--- Dataset excerpts Enclosed Below ---

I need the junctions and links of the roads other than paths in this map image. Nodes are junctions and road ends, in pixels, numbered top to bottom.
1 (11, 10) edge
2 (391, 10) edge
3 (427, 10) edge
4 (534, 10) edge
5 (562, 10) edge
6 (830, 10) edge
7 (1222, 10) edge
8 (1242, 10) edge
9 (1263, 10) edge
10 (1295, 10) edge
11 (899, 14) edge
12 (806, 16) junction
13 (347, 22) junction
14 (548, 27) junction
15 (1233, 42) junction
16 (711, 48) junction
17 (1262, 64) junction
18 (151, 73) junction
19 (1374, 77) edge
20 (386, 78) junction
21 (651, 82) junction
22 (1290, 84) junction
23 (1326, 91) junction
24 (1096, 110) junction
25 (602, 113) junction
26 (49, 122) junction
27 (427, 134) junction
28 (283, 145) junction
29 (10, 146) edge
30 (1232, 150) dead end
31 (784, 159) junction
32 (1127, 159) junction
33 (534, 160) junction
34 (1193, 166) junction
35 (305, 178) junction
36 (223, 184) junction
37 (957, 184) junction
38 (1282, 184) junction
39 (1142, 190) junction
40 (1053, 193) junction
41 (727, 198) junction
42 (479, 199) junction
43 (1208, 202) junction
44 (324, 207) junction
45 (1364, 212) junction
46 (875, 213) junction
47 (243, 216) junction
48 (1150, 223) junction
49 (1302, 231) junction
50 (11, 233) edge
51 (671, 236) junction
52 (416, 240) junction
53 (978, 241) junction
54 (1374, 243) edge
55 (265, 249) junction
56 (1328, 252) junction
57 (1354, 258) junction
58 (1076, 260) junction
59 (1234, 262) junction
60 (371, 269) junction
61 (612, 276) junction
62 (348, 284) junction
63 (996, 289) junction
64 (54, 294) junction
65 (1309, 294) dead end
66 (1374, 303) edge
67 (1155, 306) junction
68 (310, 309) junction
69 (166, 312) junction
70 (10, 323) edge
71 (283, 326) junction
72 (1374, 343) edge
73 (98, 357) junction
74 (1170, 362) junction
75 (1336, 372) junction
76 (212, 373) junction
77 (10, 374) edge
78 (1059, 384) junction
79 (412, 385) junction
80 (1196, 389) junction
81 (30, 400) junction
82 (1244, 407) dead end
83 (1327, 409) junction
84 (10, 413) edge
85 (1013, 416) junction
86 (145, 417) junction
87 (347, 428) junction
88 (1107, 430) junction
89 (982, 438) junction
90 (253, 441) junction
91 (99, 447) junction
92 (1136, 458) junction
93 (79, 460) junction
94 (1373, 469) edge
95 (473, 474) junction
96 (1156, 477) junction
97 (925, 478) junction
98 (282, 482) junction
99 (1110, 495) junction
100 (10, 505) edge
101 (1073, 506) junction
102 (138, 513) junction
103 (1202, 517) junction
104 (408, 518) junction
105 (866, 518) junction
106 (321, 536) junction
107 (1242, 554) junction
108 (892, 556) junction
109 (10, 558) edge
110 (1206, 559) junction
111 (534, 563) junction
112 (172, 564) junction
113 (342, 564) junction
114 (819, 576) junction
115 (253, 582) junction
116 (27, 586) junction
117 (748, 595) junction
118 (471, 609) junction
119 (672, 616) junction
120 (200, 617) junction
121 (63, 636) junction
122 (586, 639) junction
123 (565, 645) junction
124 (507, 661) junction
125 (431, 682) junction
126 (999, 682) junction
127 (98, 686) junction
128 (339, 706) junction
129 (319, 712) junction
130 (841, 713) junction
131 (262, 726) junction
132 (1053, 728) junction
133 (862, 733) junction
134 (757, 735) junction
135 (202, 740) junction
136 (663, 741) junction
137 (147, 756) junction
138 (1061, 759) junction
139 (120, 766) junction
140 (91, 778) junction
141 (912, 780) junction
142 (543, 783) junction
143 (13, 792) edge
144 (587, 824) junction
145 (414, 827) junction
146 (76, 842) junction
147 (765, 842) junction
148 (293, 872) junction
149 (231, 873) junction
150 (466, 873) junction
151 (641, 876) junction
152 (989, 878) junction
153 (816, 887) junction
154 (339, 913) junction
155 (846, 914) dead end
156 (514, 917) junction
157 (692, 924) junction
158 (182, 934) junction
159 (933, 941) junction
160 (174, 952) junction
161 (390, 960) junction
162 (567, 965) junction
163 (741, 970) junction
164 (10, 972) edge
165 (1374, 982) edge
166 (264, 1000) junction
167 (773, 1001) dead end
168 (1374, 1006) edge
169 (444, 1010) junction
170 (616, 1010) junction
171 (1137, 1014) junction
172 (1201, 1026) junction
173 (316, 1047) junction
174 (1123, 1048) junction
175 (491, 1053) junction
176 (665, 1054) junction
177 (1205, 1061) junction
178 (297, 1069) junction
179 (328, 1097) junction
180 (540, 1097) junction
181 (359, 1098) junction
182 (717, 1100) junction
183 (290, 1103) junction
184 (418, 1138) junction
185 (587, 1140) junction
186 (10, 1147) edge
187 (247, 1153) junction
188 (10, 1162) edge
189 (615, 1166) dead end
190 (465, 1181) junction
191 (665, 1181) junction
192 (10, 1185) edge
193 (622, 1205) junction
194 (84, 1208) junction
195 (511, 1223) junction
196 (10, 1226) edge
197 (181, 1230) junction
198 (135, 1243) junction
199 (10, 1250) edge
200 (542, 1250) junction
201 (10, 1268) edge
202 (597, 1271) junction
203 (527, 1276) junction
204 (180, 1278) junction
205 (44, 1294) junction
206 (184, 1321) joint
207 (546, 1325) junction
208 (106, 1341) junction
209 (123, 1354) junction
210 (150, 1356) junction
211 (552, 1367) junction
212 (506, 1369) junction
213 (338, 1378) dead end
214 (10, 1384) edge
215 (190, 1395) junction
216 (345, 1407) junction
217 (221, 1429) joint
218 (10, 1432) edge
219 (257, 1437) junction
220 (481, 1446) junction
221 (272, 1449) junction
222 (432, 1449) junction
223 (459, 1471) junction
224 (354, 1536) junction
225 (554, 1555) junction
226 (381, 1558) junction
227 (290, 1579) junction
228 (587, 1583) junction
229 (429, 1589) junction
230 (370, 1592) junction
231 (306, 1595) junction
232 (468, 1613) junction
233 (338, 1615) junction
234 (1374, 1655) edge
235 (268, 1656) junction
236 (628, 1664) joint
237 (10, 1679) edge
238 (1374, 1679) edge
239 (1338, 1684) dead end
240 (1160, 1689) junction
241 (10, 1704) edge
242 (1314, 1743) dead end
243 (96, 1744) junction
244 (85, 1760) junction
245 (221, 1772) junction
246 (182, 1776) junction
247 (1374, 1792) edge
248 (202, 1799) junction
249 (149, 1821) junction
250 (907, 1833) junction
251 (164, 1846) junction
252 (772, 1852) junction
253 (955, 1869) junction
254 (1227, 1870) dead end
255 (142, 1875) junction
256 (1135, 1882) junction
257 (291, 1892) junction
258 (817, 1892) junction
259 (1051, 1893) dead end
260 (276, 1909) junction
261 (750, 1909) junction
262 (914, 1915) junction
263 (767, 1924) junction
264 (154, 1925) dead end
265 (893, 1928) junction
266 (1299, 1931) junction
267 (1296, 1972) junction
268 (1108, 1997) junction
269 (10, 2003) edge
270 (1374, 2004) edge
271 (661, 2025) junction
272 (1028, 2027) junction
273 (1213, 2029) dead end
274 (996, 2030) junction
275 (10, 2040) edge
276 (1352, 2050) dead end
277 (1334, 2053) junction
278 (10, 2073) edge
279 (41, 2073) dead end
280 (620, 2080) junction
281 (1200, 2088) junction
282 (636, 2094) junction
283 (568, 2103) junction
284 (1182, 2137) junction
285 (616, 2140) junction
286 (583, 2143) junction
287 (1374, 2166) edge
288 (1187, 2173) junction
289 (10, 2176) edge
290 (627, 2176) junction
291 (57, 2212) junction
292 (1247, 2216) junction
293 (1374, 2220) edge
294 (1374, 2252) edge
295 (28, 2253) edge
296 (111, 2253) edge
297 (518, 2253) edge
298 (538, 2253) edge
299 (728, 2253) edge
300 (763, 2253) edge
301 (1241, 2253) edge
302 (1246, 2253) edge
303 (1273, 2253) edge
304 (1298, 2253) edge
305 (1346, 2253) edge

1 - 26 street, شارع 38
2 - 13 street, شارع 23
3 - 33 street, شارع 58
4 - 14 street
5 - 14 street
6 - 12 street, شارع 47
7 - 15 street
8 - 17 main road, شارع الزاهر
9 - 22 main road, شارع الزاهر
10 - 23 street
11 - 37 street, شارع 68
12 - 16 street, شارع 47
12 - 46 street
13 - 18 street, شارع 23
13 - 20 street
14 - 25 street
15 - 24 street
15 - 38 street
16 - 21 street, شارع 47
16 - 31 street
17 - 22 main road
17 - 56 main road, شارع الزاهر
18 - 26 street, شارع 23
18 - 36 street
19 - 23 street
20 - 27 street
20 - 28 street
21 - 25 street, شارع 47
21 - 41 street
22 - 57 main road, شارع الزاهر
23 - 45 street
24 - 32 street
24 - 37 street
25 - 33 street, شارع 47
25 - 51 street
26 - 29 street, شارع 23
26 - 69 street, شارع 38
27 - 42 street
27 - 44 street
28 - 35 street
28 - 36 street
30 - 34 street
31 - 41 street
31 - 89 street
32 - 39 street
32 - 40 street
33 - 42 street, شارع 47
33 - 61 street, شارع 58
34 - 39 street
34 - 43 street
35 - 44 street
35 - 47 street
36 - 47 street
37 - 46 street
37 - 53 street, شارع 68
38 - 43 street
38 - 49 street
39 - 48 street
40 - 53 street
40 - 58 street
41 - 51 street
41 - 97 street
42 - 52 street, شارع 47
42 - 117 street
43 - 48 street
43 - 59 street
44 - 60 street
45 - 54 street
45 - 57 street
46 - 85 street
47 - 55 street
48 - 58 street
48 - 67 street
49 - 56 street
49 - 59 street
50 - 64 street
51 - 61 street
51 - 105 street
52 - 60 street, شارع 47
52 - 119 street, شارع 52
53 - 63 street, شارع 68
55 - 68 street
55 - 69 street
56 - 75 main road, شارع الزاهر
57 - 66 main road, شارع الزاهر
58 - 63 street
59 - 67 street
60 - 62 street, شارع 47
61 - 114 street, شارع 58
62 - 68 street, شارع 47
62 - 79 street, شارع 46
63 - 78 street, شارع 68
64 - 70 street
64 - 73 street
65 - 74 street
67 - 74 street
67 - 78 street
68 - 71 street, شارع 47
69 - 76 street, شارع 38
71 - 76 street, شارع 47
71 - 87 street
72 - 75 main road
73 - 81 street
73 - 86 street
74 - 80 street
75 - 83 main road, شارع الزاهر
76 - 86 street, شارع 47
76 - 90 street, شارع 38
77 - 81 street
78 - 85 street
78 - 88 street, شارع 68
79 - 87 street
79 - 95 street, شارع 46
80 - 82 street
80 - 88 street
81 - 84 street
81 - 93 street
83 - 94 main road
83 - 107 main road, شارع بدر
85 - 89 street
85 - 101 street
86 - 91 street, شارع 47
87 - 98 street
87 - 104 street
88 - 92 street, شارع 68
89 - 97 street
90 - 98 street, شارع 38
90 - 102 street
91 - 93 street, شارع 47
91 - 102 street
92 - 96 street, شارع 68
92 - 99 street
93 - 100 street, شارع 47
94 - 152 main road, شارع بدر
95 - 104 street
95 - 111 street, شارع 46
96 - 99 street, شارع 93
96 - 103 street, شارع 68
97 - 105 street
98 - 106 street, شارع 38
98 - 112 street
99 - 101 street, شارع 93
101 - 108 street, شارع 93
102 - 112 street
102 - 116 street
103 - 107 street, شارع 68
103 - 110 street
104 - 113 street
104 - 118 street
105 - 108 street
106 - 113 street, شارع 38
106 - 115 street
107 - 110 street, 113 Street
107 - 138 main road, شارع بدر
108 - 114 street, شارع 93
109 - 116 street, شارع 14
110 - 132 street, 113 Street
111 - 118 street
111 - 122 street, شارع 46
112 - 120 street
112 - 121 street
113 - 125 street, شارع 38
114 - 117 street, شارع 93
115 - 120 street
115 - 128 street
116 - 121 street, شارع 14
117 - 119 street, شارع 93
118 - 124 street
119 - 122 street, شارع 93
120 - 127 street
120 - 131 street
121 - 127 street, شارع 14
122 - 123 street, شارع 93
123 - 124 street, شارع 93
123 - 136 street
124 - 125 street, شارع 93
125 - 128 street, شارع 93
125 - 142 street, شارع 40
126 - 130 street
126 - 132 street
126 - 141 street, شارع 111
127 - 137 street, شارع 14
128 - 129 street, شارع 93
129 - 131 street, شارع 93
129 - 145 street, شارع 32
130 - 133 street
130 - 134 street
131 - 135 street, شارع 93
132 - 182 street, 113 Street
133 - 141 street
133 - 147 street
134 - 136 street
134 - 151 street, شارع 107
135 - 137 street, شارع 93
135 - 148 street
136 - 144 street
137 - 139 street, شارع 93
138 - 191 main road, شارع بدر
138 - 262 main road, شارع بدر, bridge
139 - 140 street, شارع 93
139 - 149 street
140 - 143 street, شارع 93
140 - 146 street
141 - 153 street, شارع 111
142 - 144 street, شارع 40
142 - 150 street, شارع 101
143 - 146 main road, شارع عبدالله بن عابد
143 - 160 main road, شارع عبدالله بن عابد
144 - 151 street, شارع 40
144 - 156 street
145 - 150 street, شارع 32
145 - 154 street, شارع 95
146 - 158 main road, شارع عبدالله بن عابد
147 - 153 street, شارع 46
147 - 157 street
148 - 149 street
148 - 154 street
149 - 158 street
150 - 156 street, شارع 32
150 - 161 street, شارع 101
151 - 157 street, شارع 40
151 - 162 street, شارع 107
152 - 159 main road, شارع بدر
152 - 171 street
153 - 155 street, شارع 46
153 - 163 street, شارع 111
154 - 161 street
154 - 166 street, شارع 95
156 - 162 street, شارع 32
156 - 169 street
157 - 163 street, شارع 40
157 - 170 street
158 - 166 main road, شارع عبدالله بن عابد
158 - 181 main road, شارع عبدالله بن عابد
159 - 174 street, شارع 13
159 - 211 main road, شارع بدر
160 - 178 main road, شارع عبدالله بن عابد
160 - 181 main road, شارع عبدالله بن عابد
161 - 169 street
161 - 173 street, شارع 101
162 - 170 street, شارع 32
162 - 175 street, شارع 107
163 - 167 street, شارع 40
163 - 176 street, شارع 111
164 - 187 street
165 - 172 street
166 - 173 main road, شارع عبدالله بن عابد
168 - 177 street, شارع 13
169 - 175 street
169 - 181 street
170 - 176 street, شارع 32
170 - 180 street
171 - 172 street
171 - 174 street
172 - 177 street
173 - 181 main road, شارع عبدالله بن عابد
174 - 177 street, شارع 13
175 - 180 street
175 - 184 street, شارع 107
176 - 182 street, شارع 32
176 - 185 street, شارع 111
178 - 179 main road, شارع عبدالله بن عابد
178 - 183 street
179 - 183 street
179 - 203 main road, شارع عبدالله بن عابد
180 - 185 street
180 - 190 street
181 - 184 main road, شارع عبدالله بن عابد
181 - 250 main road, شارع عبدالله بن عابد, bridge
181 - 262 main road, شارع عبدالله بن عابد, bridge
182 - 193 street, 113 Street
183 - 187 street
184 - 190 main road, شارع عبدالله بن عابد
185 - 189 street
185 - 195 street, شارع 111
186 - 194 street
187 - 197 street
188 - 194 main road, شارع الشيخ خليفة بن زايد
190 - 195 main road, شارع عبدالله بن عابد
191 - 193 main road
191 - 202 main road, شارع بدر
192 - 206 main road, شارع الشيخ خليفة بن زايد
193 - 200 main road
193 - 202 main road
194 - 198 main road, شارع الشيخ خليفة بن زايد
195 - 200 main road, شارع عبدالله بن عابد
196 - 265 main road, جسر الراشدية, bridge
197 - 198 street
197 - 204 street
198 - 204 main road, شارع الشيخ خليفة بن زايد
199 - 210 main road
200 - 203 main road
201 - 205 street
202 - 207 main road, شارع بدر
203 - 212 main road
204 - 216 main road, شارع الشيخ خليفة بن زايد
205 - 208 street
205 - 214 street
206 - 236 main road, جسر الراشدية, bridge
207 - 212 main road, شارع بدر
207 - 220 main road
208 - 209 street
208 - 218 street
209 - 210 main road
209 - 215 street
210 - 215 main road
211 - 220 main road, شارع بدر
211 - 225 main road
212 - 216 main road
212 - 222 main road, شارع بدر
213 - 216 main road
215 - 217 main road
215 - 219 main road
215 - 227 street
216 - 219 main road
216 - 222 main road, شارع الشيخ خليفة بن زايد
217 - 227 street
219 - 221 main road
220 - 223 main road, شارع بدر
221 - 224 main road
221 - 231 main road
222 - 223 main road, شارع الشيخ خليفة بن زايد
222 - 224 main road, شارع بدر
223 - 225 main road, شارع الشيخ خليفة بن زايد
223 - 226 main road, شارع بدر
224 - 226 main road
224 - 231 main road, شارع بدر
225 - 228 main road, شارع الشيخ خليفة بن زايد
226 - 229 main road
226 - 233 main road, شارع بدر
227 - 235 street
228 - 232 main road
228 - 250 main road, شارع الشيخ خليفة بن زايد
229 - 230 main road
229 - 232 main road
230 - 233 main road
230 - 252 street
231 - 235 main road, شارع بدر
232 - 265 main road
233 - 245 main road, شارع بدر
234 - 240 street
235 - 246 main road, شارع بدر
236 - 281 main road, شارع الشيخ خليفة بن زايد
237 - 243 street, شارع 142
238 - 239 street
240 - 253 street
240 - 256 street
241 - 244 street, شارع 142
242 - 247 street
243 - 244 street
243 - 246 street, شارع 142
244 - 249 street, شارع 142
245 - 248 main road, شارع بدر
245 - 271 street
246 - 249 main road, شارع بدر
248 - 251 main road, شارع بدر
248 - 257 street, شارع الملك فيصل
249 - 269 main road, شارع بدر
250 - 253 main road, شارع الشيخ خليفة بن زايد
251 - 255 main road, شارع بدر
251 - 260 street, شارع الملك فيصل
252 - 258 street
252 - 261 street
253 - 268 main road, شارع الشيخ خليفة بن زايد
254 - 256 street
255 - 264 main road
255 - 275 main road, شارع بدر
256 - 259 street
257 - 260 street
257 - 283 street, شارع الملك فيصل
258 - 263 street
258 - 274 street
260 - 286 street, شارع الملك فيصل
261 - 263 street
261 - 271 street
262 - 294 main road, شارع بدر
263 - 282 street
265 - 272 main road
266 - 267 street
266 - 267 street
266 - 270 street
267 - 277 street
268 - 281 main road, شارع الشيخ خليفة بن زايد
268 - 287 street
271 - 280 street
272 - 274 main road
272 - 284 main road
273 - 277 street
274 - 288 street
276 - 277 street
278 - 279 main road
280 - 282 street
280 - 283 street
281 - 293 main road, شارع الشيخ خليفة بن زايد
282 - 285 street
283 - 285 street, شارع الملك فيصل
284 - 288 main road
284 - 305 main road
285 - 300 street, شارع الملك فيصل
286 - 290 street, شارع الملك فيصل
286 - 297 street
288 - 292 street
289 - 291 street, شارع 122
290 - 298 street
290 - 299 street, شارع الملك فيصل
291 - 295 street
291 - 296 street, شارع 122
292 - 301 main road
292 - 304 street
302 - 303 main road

--- End of Enclosed Dataset excerpts ---

• **Exercise objective**
Gather up every line from the listing above in which the word "bridge" occurs.

• **Written response**
138 - 262 main road, شارع بدر, bridge
181 - 250 main road, شارع عبدالله بن عابد, bridge
181 - 262 main road, شارع عبدالله بن عابد, bridge
196 - 265 main road, جسر الراشدية, bridge
206 - 236 main road, جسر الراشدية, bridge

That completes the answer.